Following William's explosive outrage at her attempt to return to work, Elizabeth dropped the subject, and tried to return to being his old wife. She tried to be happy doting on him all day, as she tried to be happy cooking and cleaning as she once had. The Elizabeth of a year ago would have been overjoyed at getting her Will to herself all day, of getting to stay at home and fuss about the small, mundane things that occupied it. The Elizabeth of now, though, had had a taste of what it was like to be really important. Really needed. Beyond being needed to cook and clean and take care of her war-toughened husband all day, Elizabeth's work could save lives. Elizabeth longed to be back in the heat of a hastily set up med camp. She wished she could be one of the nurses who got to run into the fray and piece young men back together. She yearned for the travel and the constant chaos that was her work. She envied the women whose husbands had not yet come back. And that thought scared her more than anything. What kind of person was she to wish her husband was still miles away, fighting for his life every second? How cruel was it to blame him for the way he was now? Many women would never see their husbands again. How selfish was she to have hers back and mostly whole, yet long for him to be gone?

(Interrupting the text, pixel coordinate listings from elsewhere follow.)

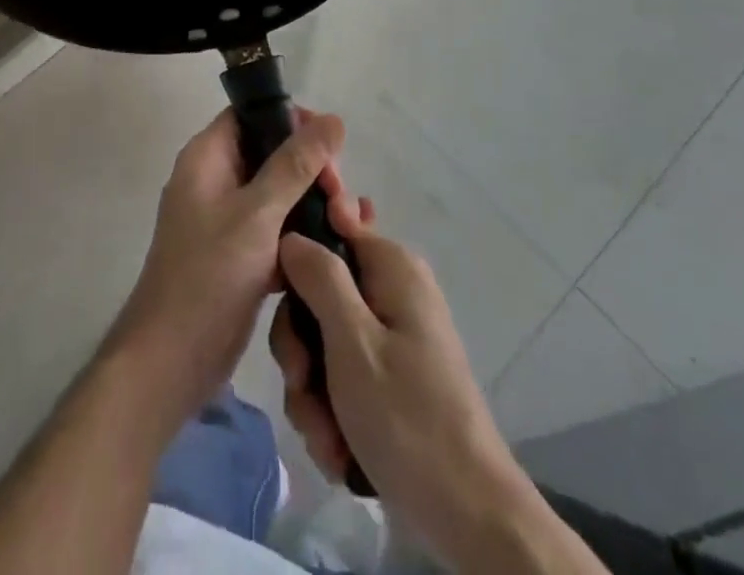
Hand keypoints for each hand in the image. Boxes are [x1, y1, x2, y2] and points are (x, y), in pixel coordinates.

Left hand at [106, 108, 351, 433]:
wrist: (170, 363)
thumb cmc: (208, 277)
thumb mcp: (257, 214)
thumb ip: (295, 165)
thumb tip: (333, 119)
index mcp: (207, 158)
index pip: (251, 114)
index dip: (291, 120)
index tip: (330, 145)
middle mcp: (215, 180)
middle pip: (271, 153)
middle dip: (311, 169)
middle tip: (341, 197)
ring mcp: (226, 220)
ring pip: (278, 194)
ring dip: (312, 203)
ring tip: (348, 224)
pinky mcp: (239, 255)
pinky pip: (276, 229)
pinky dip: (303, 234)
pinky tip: (339, 247)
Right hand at [274, 218, 569, 572]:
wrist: (468, 518)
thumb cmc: (408, 418)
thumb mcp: (353, 342)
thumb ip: (320, 277)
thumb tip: (291, 233)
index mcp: (391, 266)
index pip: (330, 224)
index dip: (296, 254)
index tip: (276, 294)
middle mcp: (391, 290)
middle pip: (317, 292)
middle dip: (301, 347)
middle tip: (302, 383)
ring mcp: (389, 335)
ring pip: (321, 341)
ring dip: (312, 391)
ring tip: (325, 435)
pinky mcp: (386, 376)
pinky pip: (338, 376)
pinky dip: (330, 412)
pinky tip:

     As fall hardened into winter, and Elizabeth wrestled with her conflicting thoughts, she sank deeper and deeper into her loneliness. It seemed she was lonelier now than she had ever been when William was away fighting. How could that be? She had him here with her, he'd been home for months now, and yet she found herself feeling more and more low. Until one brisk morning. While brewing a fresh pot of coffee for herself and William, she heard a dull commotion from not too far away. She knew William heard it too; ever since the war; he'd been jumpy and easily prone to panic in busy situations. Elizabeth went to the front window to see what was going on, and was surprised to find two figures running to their front door. Elizabeth went to meet them at the door before they could all come barging into their home. Will was easier to relax alone, but when others saw him in his panic, the rest of the day was rather long and unpleasant for Elizabeth.